» **Work task**:
Using the data beneath this instruction, retype only the lines from the one that contains "pinky tip: (265, 242)" down to the one that contains "index mcp: (291, 198)", both included, exactly as they appear.

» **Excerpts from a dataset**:
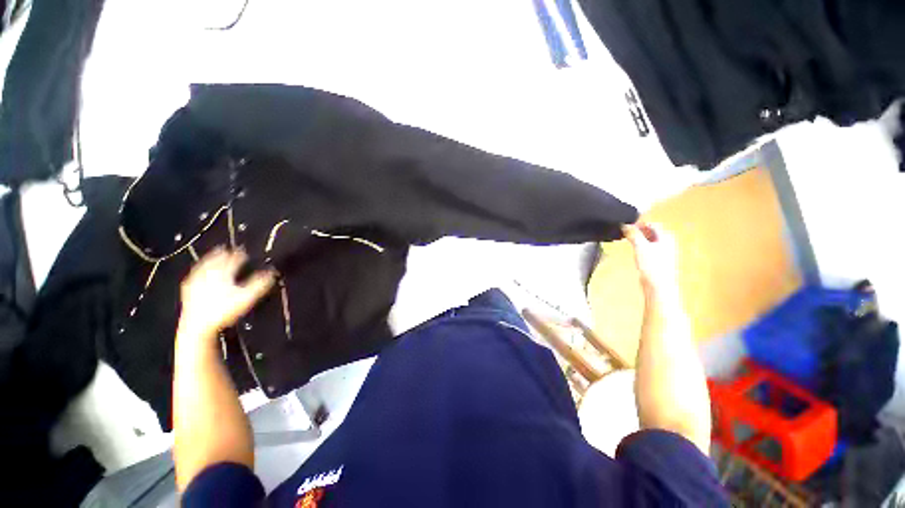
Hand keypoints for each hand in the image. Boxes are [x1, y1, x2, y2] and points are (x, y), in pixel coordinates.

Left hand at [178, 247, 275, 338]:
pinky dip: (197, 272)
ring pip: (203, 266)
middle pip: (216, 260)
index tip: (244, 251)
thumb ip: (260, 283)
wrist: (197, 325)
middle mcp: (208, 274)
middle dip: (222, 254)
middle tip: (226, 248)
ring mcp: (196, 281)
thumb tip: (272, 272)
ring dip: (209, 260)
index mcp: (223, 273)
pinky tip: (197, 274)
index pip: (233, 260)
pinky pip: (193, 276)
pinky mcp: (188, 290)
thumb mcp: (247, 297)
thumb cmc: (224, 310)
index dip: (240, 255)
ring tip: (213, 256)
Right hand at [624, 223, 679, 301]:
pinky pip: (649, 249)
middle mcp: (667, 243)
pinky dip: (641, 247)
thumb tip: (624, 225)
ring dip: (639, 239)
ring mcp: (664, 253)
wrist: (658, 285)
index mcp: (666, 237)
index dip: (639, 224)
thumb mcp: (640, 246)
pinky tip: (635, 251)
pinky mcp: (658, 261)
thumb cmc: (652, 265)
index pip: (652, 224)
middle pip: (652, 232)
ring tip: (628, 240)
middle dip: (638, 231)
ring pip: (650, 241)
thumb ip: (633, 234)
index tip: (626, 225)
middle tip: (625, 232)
==
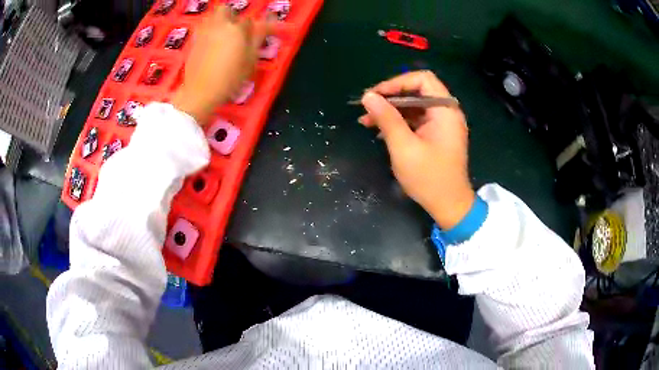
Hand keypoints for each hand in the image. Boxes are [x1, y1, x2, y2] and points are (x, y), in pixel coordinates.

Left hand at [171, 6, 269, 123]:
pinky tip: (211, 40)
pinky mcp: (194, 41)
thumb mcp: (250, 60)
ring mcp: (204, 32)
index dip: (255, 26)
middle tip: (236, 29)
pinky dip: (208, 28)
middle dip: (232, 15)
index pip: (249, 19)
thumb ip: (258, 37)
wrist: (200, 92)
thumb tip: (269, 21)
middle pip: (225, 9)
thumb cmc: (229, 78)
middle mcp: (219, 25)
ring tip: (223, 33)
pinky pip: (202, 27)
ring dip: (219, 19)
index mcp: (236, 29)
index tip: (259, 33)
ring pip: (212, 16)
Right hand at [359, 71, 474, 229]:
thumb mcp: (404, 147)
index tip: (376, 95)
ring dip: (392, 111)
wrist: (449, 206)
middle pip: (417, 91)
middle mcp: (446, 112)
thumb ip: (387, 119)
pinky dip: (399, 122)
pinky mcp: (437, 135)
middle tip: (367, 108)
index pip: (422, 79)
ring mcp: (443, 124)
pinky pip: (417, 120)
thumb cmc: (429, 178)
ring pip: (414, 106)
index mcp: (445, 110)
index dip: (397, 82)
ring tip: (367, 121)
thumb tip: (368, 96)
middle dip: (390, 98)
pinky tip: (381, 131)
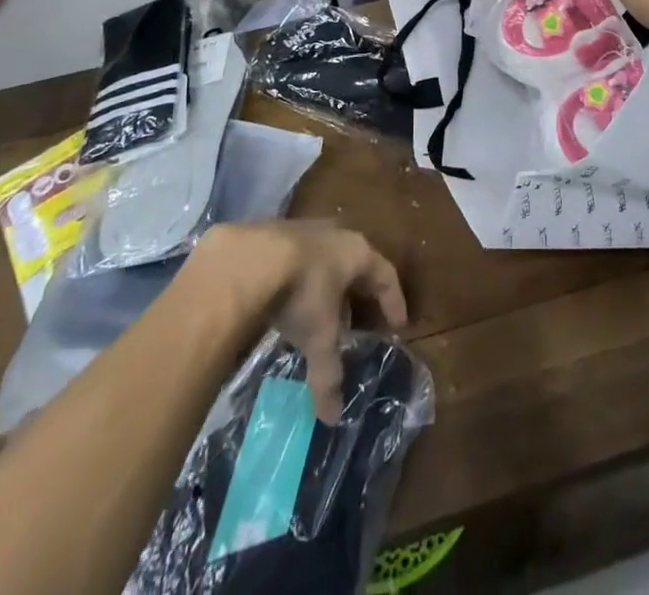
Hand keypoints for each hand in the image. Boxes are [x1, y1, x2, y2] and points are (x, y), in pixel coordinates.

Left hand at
---
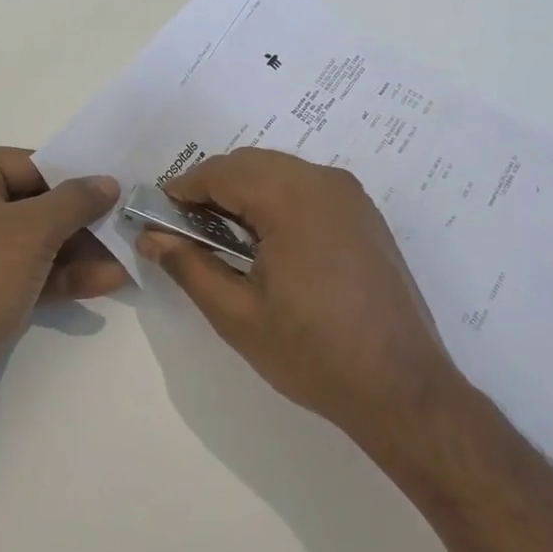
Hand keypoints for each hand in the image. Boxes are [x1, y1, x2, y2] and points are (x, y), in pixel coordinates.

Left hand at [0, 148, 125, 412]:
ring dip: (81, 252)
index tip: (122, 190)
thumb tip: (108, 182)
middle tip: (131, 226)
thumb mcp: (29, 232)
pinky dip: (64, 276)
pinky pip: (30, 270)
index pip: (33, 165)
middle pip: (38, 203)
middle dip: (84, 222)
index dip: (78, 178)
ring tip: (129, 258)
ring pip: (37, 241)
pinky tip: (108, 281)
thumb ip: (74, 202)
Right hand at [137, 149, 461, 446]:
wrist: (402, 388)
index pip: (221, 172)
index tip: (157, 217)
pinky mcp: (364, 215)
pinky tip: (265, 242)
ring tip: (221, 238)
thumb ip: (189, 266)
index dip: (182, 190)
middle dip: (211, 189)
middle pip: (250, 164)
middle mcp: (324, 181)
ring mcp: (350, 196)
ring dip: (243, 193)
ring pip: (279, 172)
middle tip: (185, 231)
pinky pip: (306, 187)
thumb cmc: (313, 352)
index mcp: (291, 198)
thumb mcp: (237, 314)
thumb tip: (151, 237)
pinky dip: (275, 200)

» **Answer to this task**:
pinky tip: (265, 242)
ring tip: (221, 238)
thumb ip: (189, 266)
index dip: (182, 190)
middle dip: (211, 189)
middle pip: (250, 164)
middle mcp: (324, 181)
ring mcp: (350, 196)
ring dip: (243, 193)
ring pip: (279, 172)
middle tip: (185, 231)
pinky pip: (306, 187)
thumb cmc: (313, 352)
index mcp: (291, 198)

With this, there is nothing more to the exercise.